Collected data:

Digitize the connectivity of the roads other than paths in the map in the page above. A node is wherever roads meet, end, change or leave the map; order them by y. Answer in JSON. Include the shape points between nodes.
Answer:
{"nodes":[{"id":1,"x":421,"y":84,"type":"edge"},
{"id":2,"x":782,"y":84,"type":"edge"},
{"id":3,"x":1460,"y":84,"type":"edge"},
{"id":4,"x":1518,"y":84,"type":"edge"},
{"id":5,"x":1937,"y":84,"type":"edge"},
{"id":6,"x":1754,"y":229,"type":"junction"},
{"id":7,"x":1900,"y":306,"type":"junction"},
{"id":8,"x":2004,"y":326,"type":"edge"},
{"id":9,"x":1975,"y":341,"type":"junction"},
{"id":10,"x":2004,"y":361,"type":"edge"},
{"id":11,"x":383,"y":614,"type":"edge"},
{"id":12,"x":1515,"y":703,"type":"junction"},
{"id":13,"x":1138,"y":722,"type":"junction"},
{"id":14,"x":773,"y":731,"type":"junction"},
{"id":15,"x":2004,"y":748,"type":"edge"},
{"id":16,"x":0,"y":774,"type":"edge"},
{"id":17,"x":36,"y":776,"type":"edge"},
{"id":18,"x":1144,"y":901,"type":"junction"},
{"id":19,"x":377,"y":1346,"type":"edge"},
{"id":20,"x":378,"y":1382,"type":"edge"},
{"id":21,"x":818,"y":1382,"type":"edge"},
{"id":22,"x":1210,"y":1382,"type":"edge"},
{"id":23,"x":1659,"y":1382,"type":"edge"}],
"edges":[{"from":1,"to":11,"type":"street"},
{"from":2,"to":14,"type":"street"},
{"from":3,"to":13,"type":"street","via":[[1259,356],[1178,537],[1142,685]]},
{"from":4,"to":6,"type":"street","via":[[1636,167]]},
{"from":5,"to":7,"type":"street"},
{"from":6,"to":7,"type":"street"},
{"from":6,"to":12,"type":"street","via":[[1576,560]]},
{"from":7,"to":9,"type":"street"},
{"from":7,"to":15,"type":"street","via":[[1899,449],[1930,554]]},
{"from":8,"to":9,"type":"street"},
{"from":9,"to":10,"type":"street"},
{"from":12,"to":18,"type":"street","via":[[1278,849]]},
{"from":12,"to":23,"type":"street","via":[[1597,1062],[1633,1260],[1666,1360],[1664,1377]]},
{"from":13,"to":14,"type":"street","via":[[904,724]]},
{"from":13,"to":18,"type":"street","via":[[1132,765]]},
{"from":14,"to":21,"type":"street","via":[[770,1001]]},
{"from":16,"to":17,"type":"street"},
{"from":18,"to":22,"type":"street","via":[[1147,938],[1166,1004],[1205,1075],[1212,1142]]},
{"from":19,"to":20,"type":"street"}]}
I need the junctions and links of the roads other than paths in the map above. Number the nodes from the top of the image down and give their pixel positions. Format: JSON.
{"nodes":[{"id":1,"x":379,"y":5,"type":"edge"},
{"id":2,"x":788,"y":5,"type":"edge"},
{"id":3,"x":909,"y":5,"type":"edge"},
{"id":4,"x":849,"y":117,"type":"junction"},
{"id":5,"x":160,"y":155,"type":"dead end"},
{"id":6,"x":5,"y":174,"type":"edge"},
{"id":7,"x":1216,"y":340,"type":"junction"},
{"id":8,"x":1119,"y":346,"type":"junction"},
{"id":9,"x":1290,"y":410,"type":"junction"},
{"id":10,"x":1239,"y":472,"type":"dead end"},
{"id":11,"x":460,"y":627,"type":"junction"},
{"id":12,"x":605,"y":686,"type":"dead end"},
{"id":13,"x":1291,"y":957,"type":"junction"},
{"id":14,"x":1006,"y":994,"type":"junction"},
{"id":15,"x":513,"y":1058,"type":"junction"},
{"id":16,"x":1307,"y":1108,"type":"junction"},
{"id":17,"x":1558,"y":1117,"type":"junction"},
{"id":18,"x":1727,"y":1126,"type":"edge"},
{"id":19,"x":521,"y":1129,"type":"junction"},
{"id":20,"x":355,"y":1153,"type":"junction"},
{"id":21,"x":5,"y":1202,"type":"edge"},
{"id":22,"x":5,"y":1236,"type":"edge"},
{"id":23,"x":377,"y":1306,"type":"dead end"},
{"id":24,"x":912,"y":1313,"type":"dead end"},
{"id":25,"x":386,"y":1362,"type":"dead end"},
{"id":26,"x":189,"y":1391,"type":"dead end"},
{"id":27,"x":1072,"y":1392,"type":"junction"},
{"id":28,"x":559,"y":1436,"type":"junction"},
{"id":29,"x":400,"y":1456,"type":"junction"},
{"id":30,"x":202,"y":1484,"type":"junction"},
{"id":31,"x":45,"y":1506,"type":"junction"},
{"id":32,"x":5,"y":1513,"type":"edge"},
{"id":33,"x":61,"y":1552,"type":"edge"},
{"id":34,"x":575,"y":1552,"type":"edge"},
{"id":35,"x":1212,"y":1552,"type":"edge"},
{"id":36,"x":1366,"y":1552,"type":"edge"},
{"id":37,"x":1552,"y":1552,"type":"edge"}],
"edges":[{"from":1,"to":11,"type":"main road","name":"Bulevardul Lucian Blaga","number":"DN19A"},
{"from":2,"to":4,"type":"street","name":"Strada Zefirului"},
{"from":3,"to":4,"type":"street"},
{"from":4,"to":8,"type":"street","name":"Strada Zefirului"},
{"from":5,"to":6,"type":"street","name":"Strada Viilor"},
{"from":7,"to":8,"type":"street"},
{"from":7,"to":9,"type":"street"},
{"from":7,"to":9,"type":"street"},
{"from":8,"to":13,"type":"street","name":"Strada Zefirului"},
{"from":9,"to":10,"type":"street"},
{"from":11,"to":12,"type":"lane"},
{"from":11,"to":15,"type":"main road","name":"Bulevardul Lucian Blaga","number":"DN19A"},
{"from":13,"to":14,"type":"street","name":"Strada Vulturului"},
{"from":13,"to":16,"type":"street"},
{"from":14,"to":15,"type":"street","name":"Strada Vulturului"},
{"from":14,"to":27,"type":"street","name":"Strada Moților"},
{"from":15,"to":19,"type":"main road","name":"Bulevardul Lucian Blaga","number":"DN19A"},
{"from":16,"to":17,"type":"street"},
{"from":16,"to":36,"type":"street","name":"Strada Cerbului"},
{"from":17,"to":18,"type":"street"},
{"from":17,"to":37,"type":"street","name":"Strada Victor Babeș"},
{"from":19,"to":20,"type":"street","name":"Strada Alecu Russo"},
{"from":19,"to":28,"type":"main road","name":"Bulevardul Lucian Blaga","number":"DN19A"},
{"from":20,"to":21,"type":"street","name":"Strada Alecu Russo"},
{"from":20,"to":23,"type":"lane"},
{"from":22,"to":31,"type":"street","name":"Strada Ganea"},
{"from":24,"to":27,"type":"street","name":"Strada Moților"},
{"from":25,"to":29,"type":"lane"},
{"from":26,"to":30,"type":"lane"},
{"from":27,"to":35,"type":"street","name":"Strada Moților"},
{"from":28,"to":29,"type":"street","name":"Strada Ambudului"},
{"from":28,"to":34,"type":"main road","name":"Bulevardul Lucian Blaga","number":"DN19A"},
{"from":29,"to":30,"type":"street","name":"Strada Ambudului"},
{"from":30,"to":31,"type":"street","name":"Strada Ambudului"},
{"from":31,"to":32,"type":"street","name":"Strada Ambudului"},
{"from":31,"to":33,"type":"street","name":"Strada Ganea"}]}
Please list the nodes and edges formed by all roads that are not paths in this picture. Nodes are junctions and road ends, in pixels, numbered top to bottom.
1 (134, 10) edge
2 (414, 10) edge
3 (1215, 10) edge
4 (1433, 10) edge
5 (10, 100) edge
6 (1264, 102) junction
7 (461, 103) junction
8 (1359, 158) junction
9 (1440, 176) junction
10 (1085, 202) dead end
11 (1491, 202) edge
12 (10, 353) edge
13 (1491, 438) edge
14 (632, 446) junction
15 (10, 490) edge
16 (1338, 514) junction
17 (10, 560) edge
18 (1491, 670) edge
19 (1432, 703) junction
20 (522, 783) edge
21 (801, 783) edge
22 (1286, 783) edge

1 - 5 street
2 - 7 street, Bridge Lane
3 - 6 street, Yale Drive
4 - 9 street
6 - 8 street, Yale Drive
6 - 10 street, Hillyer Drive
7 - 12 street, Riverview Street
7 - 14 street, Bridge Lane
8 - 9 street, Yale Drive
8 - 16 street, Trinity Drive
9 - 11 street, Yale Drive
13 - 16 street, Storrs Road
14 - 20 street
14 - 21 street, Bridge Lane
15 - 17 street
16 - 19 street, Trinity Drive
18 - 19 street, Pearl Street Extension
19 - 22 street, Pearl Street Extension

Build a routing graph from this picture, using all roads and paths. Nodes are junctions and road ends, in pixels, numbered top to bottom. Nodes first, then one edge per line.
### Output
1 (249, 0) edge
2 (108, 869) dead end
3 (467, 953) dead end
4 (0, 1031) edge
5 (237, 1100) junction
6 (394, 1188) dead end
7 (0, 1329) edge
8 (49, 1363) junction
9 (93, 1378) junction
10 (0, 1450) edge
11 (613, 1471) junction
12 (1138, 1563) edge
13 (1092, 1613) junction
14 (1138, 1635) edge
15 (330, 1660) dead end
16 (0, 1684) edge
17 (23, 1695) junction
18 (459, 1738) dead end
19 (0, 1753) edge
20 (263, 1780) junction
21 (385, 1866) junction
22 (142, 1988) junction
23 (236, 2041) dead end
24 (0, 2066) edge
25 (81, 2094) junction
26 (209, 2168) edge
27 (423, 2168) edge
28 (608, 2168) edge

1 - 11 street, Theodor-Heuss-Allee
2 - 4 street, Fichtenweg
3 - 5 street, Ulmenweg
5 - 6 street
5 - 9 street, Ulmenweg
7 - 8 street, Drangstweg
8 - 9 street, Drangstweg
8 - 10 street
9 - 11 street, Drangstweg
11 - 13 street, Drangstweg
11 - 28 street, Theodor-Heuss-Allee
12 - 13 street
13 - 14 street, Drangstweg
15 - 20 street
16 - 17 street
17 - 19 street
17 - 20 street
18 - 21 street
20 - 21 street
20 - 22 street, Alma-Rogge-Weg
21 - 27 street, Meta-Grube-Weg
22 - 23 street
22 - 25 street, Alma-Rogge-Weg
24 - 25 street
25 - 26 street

**Instructions to follow**
State how many lines of the data above contain the string "Extension", and give no other words.

**Answer space**
2